In the entries below, find the lines that contain the word "Edna" and copy them.
Top of PROVIDED RECORDS
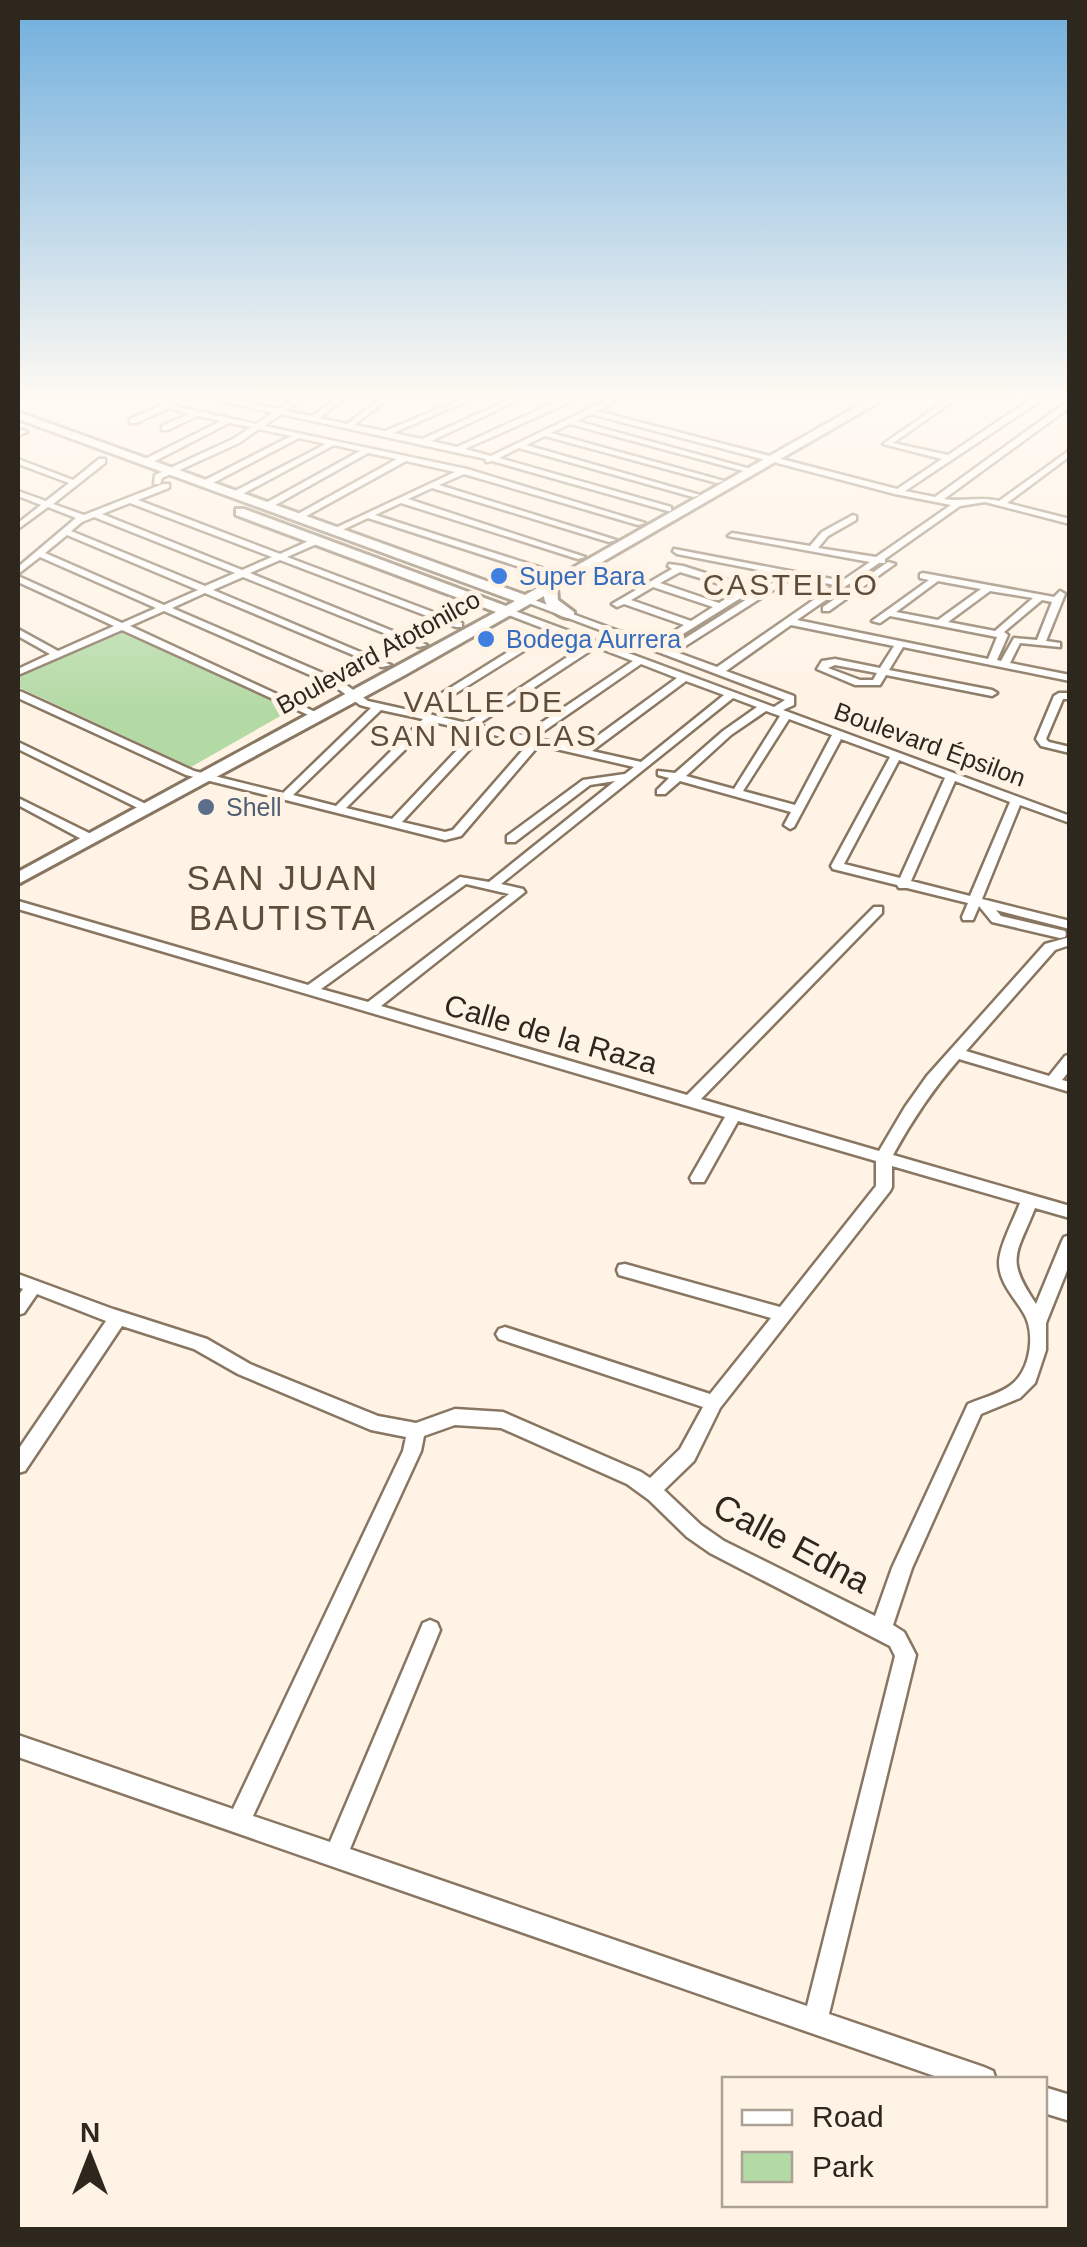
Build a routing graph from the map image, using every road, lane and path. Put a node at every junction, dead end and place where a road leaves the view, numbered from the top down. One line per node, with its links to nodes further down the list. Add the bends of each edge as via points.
1 (34, 500): 20 (street)
2 (54, 500): 20 (street)
3 (130, 500): 23 (street); 39 (street)
4 (204, 500): 35 (street, Boulevard Épsilon)
5 (251, 500): 21 (street, Boulevard Épsilon)
6 (278, 500): 21 (street)
7 (329, 500): 25 (street)
8 (401, 500): 24 (street); 40 (street)
9 (478, 500): 34 (street)
10 (560, 500): 30 (street)
11 (636, 500): 22 (street)
12 (686, 500): 22 (street, Boulevard Atotonilco)
13 (696, 500): 47 (street, Boulevard Atotonilco)
14 (941, 500): 18 (street)
15 (974, 500): 18 (street)
16 (981, 500): 19 (street)
17 (1006, 500): 19 (street)
18 (958, 504): 41 (street)
19 (1000, 504): 28 (street)
20 (48, 505): 26 (street); 29 (street)
21 (267, 506): 25 (street, Boulevard Épsilon)
22 (668, 509): 30 (street, Boulevard Atotonilco)
23 (94, 514): 26 (street); 43 (street)
24 (370, 516): 32 (street); 47 (street)
25 (298, 517): 32 (street, Boulevard Épsilon)
26 (83, 518): 31 (street)
27 (853, 518): 36 (street)
28 (1068, 521)
29 (18, 524)
30 (641, 524): 34 (street, Boulevard Atotonilco)
31 (65, 532): 38 (street); 52 (street)
32 (340, 532): 35 (street, via 346,538 341,542); 48 (street, Boulevard Épsilon)
33 (732, 536): 36 (street)
34 (612, 540): 40 (street, Boulevard Atotonilco)
35 (318, 542): 39 (street); 54 (street, Boulevard Épsilon)
36 (811, 550): 41 (street)
37 (677, 551): 50 (street)
38 (38, 554): 42 (street); 57 (street)
39 (278, 557): 43 (street); 63 (street)
40 (582, 557): 47 (street, Boulevard Atotonilco)
41 (876, 560): 50 (street); 62 (street, via 891,564)
42 (18, 571)
43 (242, 573): 52 (street); 74 (street)
44 (923, 576): 45 (street)
45 (936, 578): 51 (street); 59 (street)
46 (18, 579): 65 (street)
47 (548, 579): 48 (street); 56 (street, Boulevard Atotonilco); 60 (street, via 551,602)
48 (480, 583): 56 (street, Boulevard Épsilon)
49 (653, 584): 53 (street, via 676,567); 58 (street); 66 (street, via 620,602)
50 (842, 584): 62 (street)
51 (988, 588): 55 (street); 64 (street)
52 (202, 590): 57 (street); 82 (street)
53 (748, 590): 58 (street); 77 (street, via 769,578 784,581)
54 (462, 595): 56 (street, Boulevard Épsilon); 63 (street, via 474,608)
55 (1040, 597): 68 (street); 71 (street, via 1059,596)
56 (508, 603): 60 (street, Boulevard Épsilon); 63 (street, Boulevard Atotonilco); 67 (street, Boulevard Épsilon); 92 (street, Boulevard Atotonilco)
57 (162, 607): 65 (street); 92 (street)
58 (721, 607): 66 (street)
59 (887, 613): 61 (street); 64 (street)
60 (569, 615): 76 (street, Boulevard Épsilon)
61 (876, 620)
62 (800, 621): 70 (street); 79 (street); 85 (street); 88 (street)
63 (462, 623): 74 (street, Boulevard Atotonilco)
64 (940, 623): 68 (street)
65 (120, 625): 78 (street); 99 (street)
66 (692, 625): 76 (street)
67 (559, 630): 72 (street, Boulevard Épsilon); 76 (street, Boulevard Épsilon, via 586,625); 100 (street)
68 (998, 634): 79 (street, via 1005,637)
69 (20, 636): 78 (street)
70 (884, 642): 75 (street); 83 (street)
71 (1041, 642): 73 (street); 81 (street, via 1017,640)
72 (596, 644): 80 (street, Boulevard Épsilon); 102 (street)
73 (1057, 644)
74 (422, 645): 82 (street, Boulevard Atotonilco)
75 (899, 645): 79 (street); 87 (street)
76 (652, 646): 77 (street, Boulevard Épsilon)
77 (670, 652): 85 (street, Boulevard Épsilon)
78 (56, 654): 86 (street)
79 (993, 659): 81 (street)
80 (642, 660): 89 (street, Boulevard Épsilon); 104 (street)
81 (1006, 662): 84 (street); 90 (street)
82 (386, 665): 92 (street, Boulevard Atotonilco)
83 (870, 669): 87 (street); 87 (street, via 822,666 863,683 876,683)
84 (1070, 669)
85 (720, 670): 88 (street, Boulevard Épsilon)
86 (18, 672)
87 (884, 672): 97 (street, via 994,689)
88 (732, 675): 91 (street, Boulevard Épsilon)
89 (684, 676): 94 (street, Boulevard Épsilon); 107 (street)
90 (1070, 678)
91 (751, 682): 98 (street, via 755,696); 98 (street, Boulevard Épsilon, via 790,698)
92 (350, 692): 96 (street); 99 (street, Boulevard Atotonilco)
93 (18, 694): 111 (street)
94 (732, 694): 98 (street, Boulevard Épsilon); 109 (street)
95 (1070, 696): 106 (street, via 1059,696 1040,739)
96 (378, 706): 100 (street); 117 (street)
97 (986, 706)
98 (775, 711): 103 (street, Boulevard Épsilon); 113 (street, via 727,732); 116 (street)
99 (311, 713): 111 (street, Boulevard Atotonilco)
100 (414, 714): 101 (street)
101 (431, 718): 102 (street); 122 (street)
102 (476, 728): 104 (street); 124 (street)
103 (838, 734): 108 (street, Boulevard Épsilon); 121 (street)
104 (530, 740): 107 (street); 124 (street, via 457,833)
105 (18, 745): 120 (street)
106 (1070, 750)
107 (583, 752): 109 (street)
108 (897, 754): 112 (street, Boulevard Épsilon); 130 (street, via 836,865)
109 (642, 765): 114 (street)
110 (662, 773): 113 (street)
111 (197, 774): 117 (street); 120 (street, Boulevard Atotonilco)
112 (952, 775): 118 (street, Boulevard Épsilon); 130 (street)
113 (677, 777): 115 (street); 116 (street)
114 (623, 778): 127 (street, via 584,784); 129 (street)
115 (661, 792)
116 (736, 794): 121 (street)
117 (285, 796): 122 (street)
118 (1016, 800): 123 (street, Boulevard Épsilon); 131 (street)
119 (18, 801): 126 (street)
120 (141, 805): 126 (street, Boulevard Atotonilco)
121 (795, 809): 125 (street)
122 (338, 810): 124 (street)
123 (1070, 820)
124 (395, 824)
125 (790, 824)
126 (85, 837): 128 (street, Boulevard Atotonilco)
127 (511, 838)
128 (21, 870)
129 (494, 884): 136 (street, via 464,880); 137 (street, via 520,896)
130 (903, 885): 131 (street)
131 (979, 903): 134 (street); 135 (street, via 996,919)
132 (18, 905): 136 (street, Calle de la Raza)
133 (878, 910): 142 (street)
134 (968, 916)
135 (1063, 933): 138 (street)
136 (309, 991): 137 (street, Calle de la Raza)
137 (368, 1009): 142 (street, Calle de la Raza)
138 (959, 1054): 140 (street); 144 (street, via 921,1096)
139 (1070, 1059): 140 (street)
140 (1052, 1082): 141 (street)
141 (1070, 1087)
142 (689, 1102): 143 (street, Calle de la Raza)
143 (734, 1115): 144 (street, Calle de la Raza); 145 (street)
144 (884, 1156): 146 (street, Calle de la Raza); 152 (street, via 884,1187)
145 (698, 1178)
146 (1030, 1199): 147 (street, Calle de la Raza); 154 (street, via 1007,1268)
147 (1070, 1212)
148 (1070, 1241): 154 (street)
149 (625, 1270): 152 (street)
150 (26, 1283): 151 (street); 153 (street, Calle Edna)
151 (18, 1308)
152 (782, 1314): 156 (street)
153 (118, 1318): 157 (street, Calle Edna, via 207,1345 244,1369 377,1424); 158 (street)
154 (1038, 1320): 160 (street, via 1038,1345 1024,1385 974,1408)
155 (506, 1334): 156 (street)
156 (714, 1403): 159 (street, via 687,1455)
157 (416, 1431): 159 (street, Calle Edna, via 455,1417 503,1420); 163 (street)
158 (18, 1465)
159 (652, 1489): 160 (street, Calle Edna, via 671,1514 717,1548)
160 (881, 1629): 165 (street, Calle Edna, via 906,1655)
161 (430, 1630): 164 (street)
162 (18, 1746): 163 (street)
163 (239, 1821): 164 (street)
164 (336, 1856): 165 (street)
165 (815, 2022): 166 (street)
166 (975, 2077)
Bottom of PROVIDED RECORDS
EXERCISE SOLUTION ::
150 (26, 1283): 151 (street); 153 (street, Calle Edna)
153 (118, 1318): 157 (street, Calle Edna, via 207,1345 244,1369 377,1424); 158 (street)
157 (416, 1431): 159 (street, Calle Edna, via 455,1417 503,1420); 163 (street)
159 (652, 1489): 160 (street, Calle Edna, via 671,1514 717,1548)
160 (881, 1629): 165 (street, Calle Edna, via 906,1655)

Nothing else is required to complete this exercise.